(Given data)

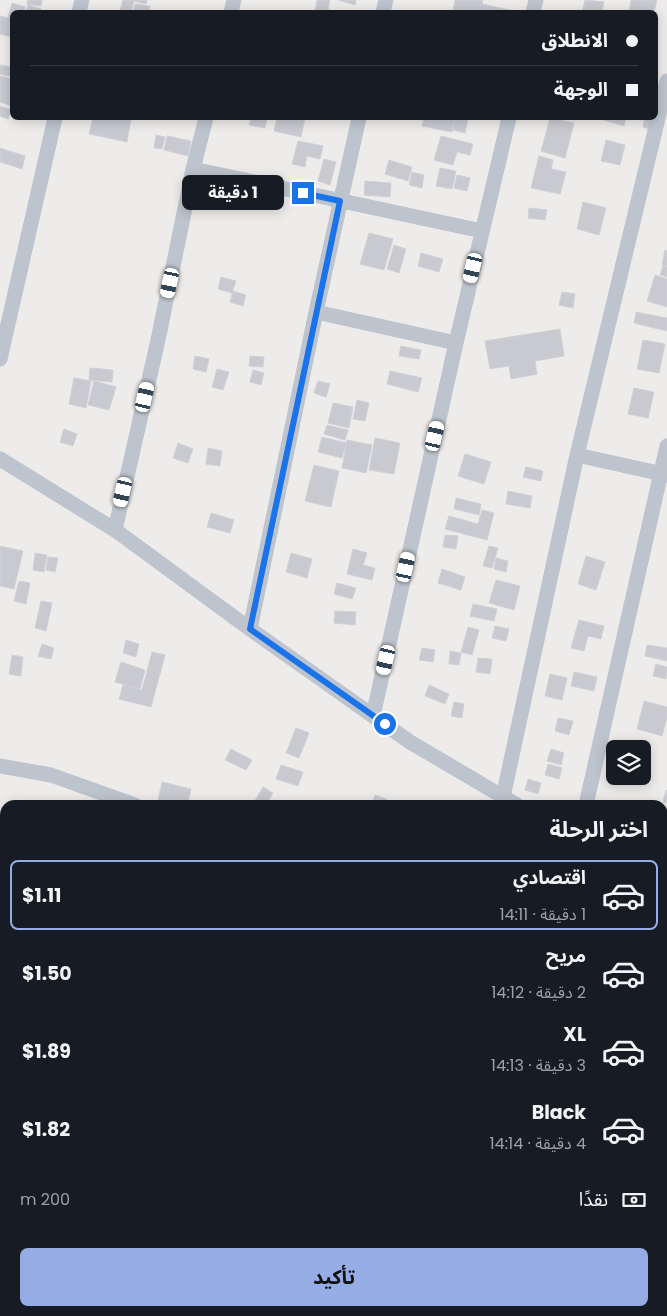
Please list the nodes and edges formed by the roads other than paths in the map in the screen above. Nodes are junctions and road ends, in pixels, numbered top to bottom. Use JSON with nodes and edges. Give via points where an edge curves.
{"nodes":[{"id":1,"x":667,"y":80,"type":"edge"},
{"id":2,"x":663,"y":112,"type":"edge"},
{"id":3,"x":55,"y":120,"type":"edge"},
{"id":4,"x":205,"y":120,"type":"edge"},
{"id":5,"x":359,"y":120,"type":"edge"},
{"id":6,"x":509,"y":120,"type":"edge"},
{"id":7,"x":193,"y":169,"type":"junction"},
{"id":8,"x":340,"y":201,"type":"junction"},
{"id":9,"x":482,"y":231,"type":"junction"},
{"id":10,"x":316,"y":312,"type":"junction"},
{"id":11,"x":456,"y":343,"type":"junction"},
{"id":12,"x":0,"y":359,"type":"edge"},
{"id":13,"x":667,"y":446,"type":"edge"},
{"id":14,"x":577,"y":455,"type":"junction"},
{"id":15,"x":0,"y":459,"type":"edge"},
{"id":16,"x":664,"y":474,"type":"edge"},
{"id":17,"x":115,"y":530,"type":"junction"},
{"id":18,"x":250,"y":629,"type":"junction"},
{"id":19,"x":373,"y":716,"type":"junction"},
{"id":20,"x":0,"y":766,"type":"edge"},
{"id":21,"x":503,"y":797,"type":"junction"},
{"id":22,"x":121,"y":800,"type":"edge"},
{"id":23,"x":508,"y":800,"type":"edge"},
{"id":24,"x":587,"y":800,"type":"edge"}],
"edges":[{"from":1,"to":2,"type":"street"},
{"from":2,"to":14,"type":"street"},
{"from":3,"to":12,"type":"street"},
{"from":4,"to":7,"type":"street"},
{"from":5,"to":8,"type":"street"},
{"from":6,"to":9,"type":"street"},
{"from":7,"to":8,"type":"street"},
{"from":7,"to":17,"type":"street"},
{"from":8,"to":9,"type":"street"},
{"from":8,"to":10,"type":"street"},
{"from":9,"to":11,"type":"street"},
{"from":10,"to":11,"type":"street"},
{"from":10,"to":18,"type":"street"},
{"from":11,"to":19,"type":"street"},
{"from":13,"to":16,"type":"street"},
{"from":14,"to":16,"type":"street"},
{"from":14,"to":21,"type":"street"},
{"from":15,"to":17,"type":"street"},
{"from":16,"to":24,"type":"street"},
{"from":17,"to":18,"type":"street"},
{"from":18,"to":19,"type":"street"},
{"from":19,"to":21,"type":"street","via":[[410,742]]},
{"from":20,"to":22,"type":"street","via":[[51,775]]},
{"from":21,"to":23,"type":"street"}]}
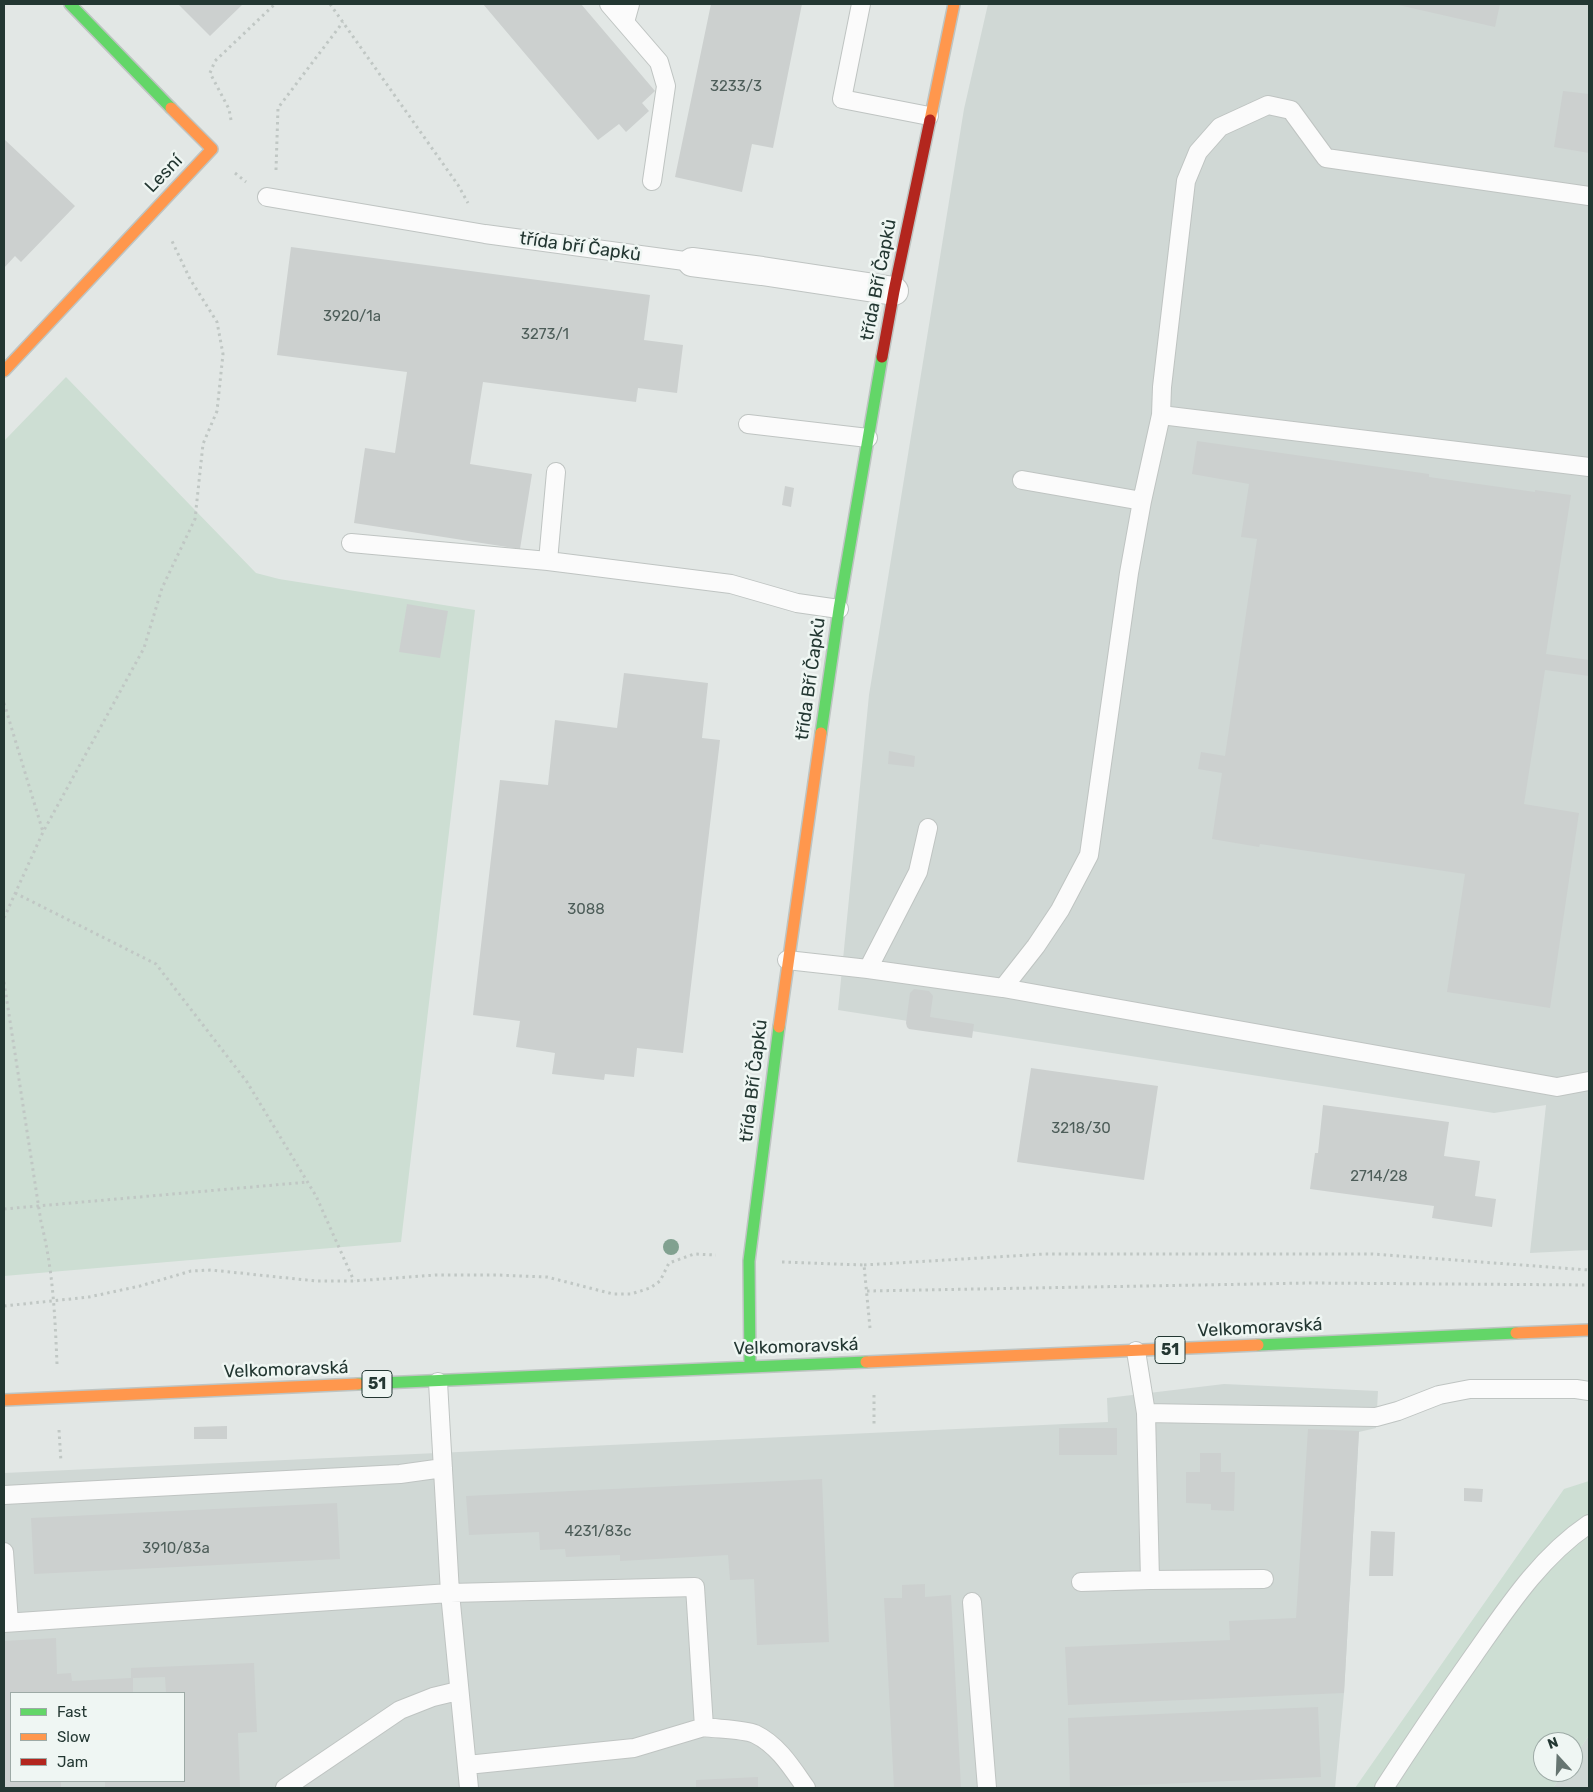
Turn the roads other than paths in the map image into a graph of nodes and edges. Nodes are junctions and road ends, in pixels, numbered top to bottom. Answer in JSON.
{"nodes":[{"id":1,"x":70,"y":4,"type":"edge"},
{"id":2,"x":609,"y":4,"type":"edge"},
{"id":3,"x":630,"y":4,"type":"edge"},
{"id":4,"x":861,"y":4,"type":"edge"},
{"id":5,"x":954,"y":4,"type":"edge"},
{"id":6,"x":625,"y":22,"type":"junction"},
{"id":7,"x":929,"y":116,"type":"junction"},
{"id":8,"x":652,"y":181,"type":"dead end"},
{"id":9,"x":1589,"y":196,"type":"edge"},
{"id":10,"x":267,"y":198,"type":"road end"},
{"id":11,"x":692,"y":262,"type":"joint"},
{"id":12,"x":894,"y":291,"type":"junction"},
{"id":13,"x":4,"y":371,"type":"edge"},
{"id":14,"x":1161,"y":415,"type":"junction"},
{"id":15,"x":748,"y":424,"type":"dead end"},
{"id":16,"x":868,"y":438,"type":"junction"},
{"id":17,"x":1589,"y":467,"type":"edge"},
{"id":18,"x":556,"y":472,"type":"dead end"},
{"id":19,"x":1022,"y":480,"type":"dead end"},
{"id":20,"x":1142,"y":501,"type":"junction"},
{"id":21,"x":350,"y":543,"type":"dead end"},
{"id":22,"x":548,"y":561,"type":"junction"},
{"id":23,"x":839,"y":609,"type":"junction"},
{"id":24,"x":928,"y":828,"type":"dead end"},
{"id":25,"x":787,"y":960,"type":"junction"},
{"id":26,"x":868,"y":969,"type":"junction"},
{"id":27,"x":1003,"y":988,"type":"junction"},
{"id":28,"x":1589,"y":1082,"type":"edge"},
{"id":29,"x":1589,"y":1330,"type":"edge"},
{"id":30,"x":1136,"y":1351,"type":"junction"},
{"id":31,"x":750,"y":1366,"type":"junction"},
{"id":32,"x":438,"y":1382,"type":"junction"},
{"id":33,"x":1589,"y":1391,"type":"edge"},
{"id":34,"x":4,"y":1400,"type":"edge"},
{"id":35,"x":1146,"y":1413,"type":"junction"},
{"id":36,"x":443,"y":1468,"type":"junction"},
{"id":37,"x":4,"y":1495,"type":"edge"},
{"id":38,"x":1589,"y":1524,"type":"edge"},
{"id":39,"x":4,"y":1552,"type":"edge"},
{"id":40,"x":1264,"y":1579,"type":"dead end"},
{"id":41,"x":1150,"y":1580,"type":"junction"},
{"id":42,"x":1081,"y":1582,"type":"dead end"},
{"id":43,"x":450,"y":1593,"type":"junction"},
{"id":44,"x":972,"y":1602,"type":"dead end"},
{"id":45,"x":6,"y":1623,"type":"edge"},
{"id":46,"x":458,"y":1691,"type":"junction"},
{"id":47,"x":704,"y":1727,"type":"junction"},
{"id":48,"x":468,"y":1765,"type":"junction"},
{"id":49,"x":285,"y":1788,"type":"edge"},
{"id":50,"x":469,"y":1788,"type":"edge"},
{"id":51,"x":806,"y":1788,"type":"edge"},
{"id":52,"x":987,"y":1788,"type":"edge"},
{"id":53,"x":1384,"y":1788,"type":"edge"}],
"edges":[{"from":1,"to":13,"type":"street","name":"Lesní"},
{"from":2,"to":6,"type":"lane"},
{"from":3,"to":6,"type":"lane"},
{"from":4,"to":7,"type":"lane"},
{"from":5,"to":7,"type":"street","name":"třída Bří Čapků"},
{"from":6,"to":8,"type":"lane"},
{"from":7,"to":12,"type":"street","name":"třída Bří Čapků"},
{"from":9,"to":14,"type":"lane"},
{"from":10,"to":11,"type":"lane","name":"třída bří Čapků"},
{"from":11,"to":12,"type":"street","name":"třída bří Čapků"},
{"from":12,"to":16,"type":"street","name":"třída Bří Čapků"},
{"from":14,"to":17,"type":"lane"},
{"from":14,"to":20,"type":"lane"},
{"from":15,"to":16,"type":"lane"},
{"from":16,"to":23,"type":"street","name":"třída Bří Čapků"},
{"from":18,"to":22,"type":"lane"},
{"from":19,"to":20,"type":"lane"},
{"from":20,"to":27,"type":"lane"},
{"from":21,"to":22,"type":"lane"},
{"from":22,"to":23,"type":"lane"},
{"from":23,"to":25,"type":"street","name":"třída Bří Čapků"},
{"from":24,"to":26,"type":"lane"},
{"from":25,"to":26,"type":"lane"},
{"from":25,"to":31,"type":"street","name":"třída Bří Čapků"},
{"from":26,"to":27,"type":"lane"},
{"from":27,"to":28,"type":"lane"},
{"from":29,"to":30,"type":"street","name":"Velkomoravská","number":"51"},
{"from":30,"to":31,"type":"street","name":"Velkomoravská","number":"51"},
{"from":30,"to":35,"type":"lane"},
{"from":31,"to":32,"type":"street","name":"Velkomoravská","number":"51"},
{"from":32,"to":34,"type":"street","name":"Velkomoravská","number":"51"},
{"from":32,"to":36,"type":"lane"},
{"from":33,"to":35,"type":"lane"},
{"from":35,"to":41,"type":"lane"},
{"from":36,"to":37,"type":"lane"},
{"from":36,"to":43,"type":"lane"},
{"from":38,"to":53,"type":"lane"},
{"from":39,"to":45,"type":"lane"},
{"from":40,"to":41,"type":"lane"},
{"from":41,"to":42,"type":"lane"},
{"from":43,"to":45,"type":"lane"},
{"from":43,"to":46,"type":"lane"},
{"from":43,"to":47,"type":"lane"},
{"from":44,"to":52,"type":"lane"},
{"from":46,"to":48,"type":"lane"},
{"from":46,"to":49,"type":"lane"},
{"from":47,"to":48,"type":"lane"},
{"from":47,"to":51,"type":"lane"},
{"from":48,"to":50,"type":"lane"}]}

(End Given data)

Each line in the data that holds the string "than" needs to be copied.

Please list the nodes and edges formed by the roads other than paths in the map in the screen above. Nodes are junctions and road ends, in pixels, numbered top to bottom. Use JSON with nodes and edges. Give via points where an edge curves.
Turn the roads other than paths in the map image into a graph of nodes and edges. Nodes are junctions and road ends, in pixels, numbered top to bottom. Answer in JSON.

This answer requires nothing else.